## Task statement:
Pull out every line below that contains the word "roads".

### Supplied entries

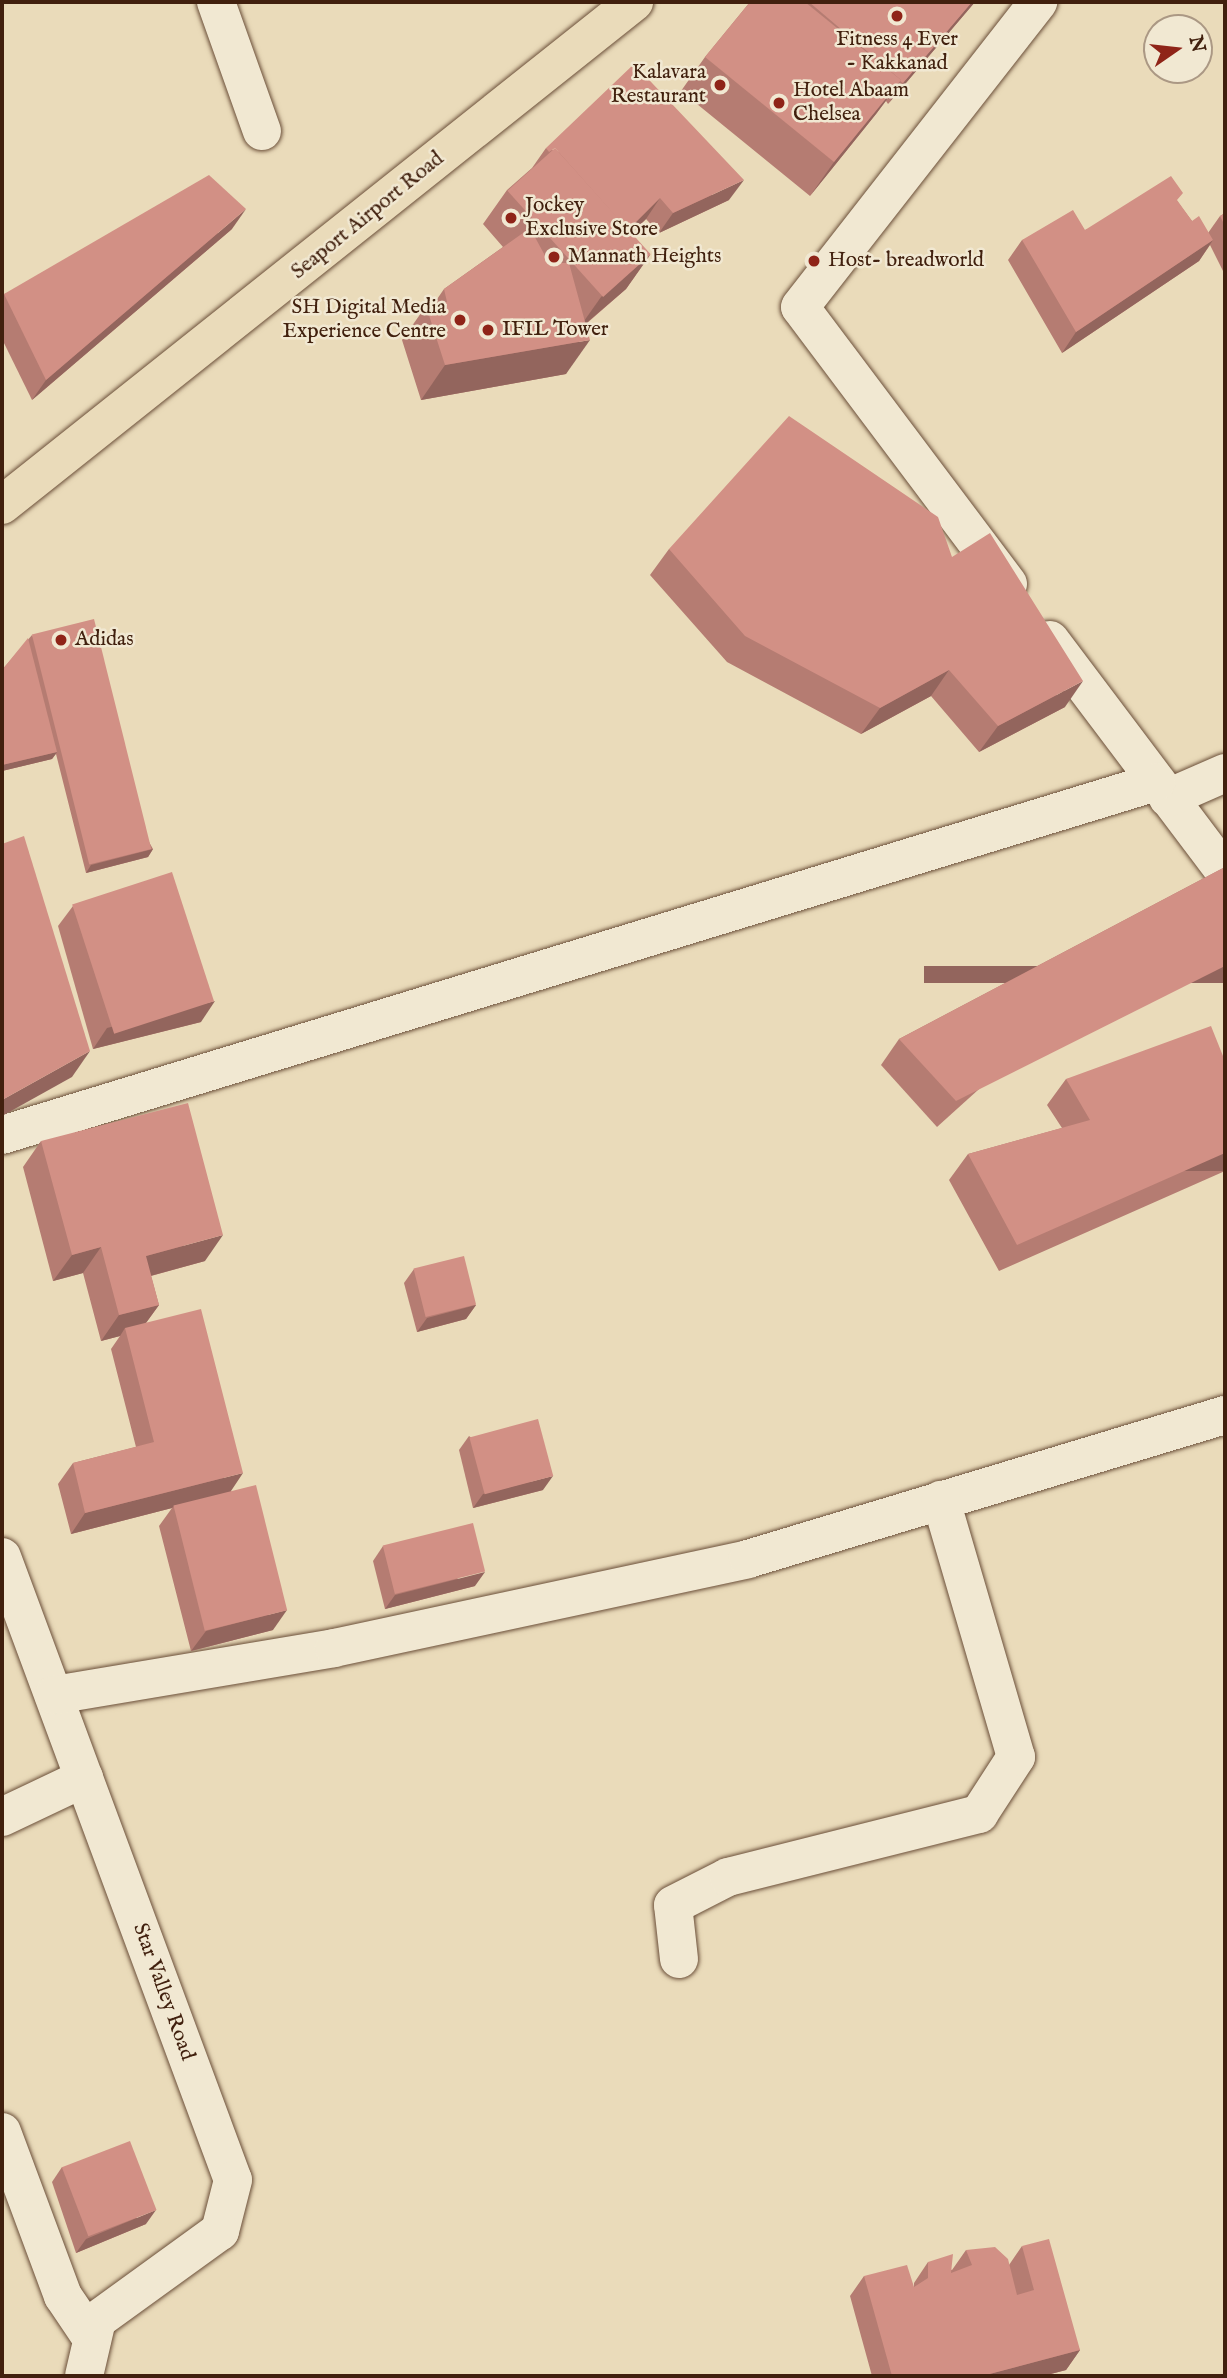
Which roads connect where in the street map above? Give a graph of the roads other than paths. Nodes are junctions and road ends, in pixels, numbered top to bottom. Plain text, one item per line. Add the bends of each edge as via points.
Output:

######
### Supplied entries

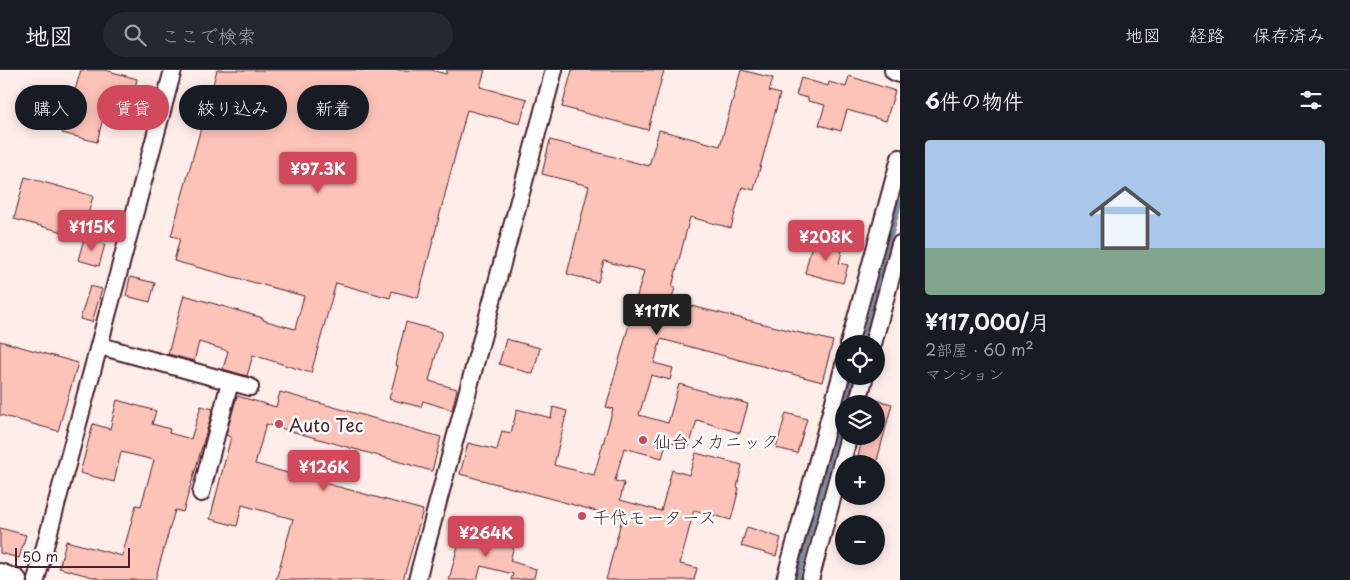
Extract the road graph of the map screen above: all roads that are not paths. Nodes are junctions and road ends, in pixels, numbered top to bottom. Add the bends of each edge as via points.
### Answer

######
### Supplied entries

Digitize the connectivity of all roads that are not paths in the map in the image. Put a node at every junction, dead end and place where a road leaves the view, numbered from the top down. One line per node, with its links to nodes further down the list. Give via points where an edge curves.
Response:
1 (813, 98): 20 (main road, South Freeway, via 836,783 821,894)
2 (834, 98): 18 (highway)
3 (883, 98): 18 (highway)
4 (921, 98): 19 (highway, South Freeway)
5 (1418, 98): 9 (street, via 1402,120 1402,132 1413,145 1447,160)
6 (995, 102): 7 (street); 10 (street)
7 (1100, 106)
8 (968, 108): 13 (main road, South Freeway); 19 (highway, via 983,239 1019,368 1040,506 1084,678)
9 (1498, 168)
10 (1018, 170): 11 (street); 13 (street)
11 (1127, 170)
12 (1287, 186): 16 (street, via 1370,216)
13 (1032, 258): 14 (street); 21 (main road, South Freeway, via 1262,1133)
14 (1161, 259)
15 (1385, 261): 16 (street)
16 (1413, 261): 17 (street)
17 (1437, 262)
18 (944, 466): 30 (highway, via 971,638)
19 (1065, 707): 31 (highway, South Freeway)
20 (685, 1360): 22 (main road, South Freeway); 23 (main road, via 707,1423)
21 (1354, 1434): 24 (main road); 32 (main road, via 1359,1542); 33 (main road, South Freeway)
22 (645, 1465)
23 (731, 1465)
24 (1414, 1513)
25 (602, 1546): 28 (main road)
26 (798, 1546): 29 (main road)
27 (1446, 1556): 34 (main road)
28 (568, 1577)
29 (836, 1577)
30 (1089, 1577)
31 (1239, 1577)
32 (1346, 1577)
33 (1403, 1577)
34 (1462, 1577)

######

## Answer to this task:
Which roads connect where in the street map above? Give a graph of the roads other than paths. Nodes are junctions and road ends, in pixels, numbered top to bottom. Plain text, one item per line. Add the bends of each edge as via points.
Extract the road graph of the map screen above: all roads that are not paths. Nodes are junctions and road ends, in pixels, numbered top to bottom. Add the bends of each edge as via points.
Digitize the connectivity of all roads that are not paths in the map in the image. Put a node at every junction, dead end and place where a road leaves the view, numbered from the top down. One line per node, with its links to nodes further down the list. Give via points where an edge curves.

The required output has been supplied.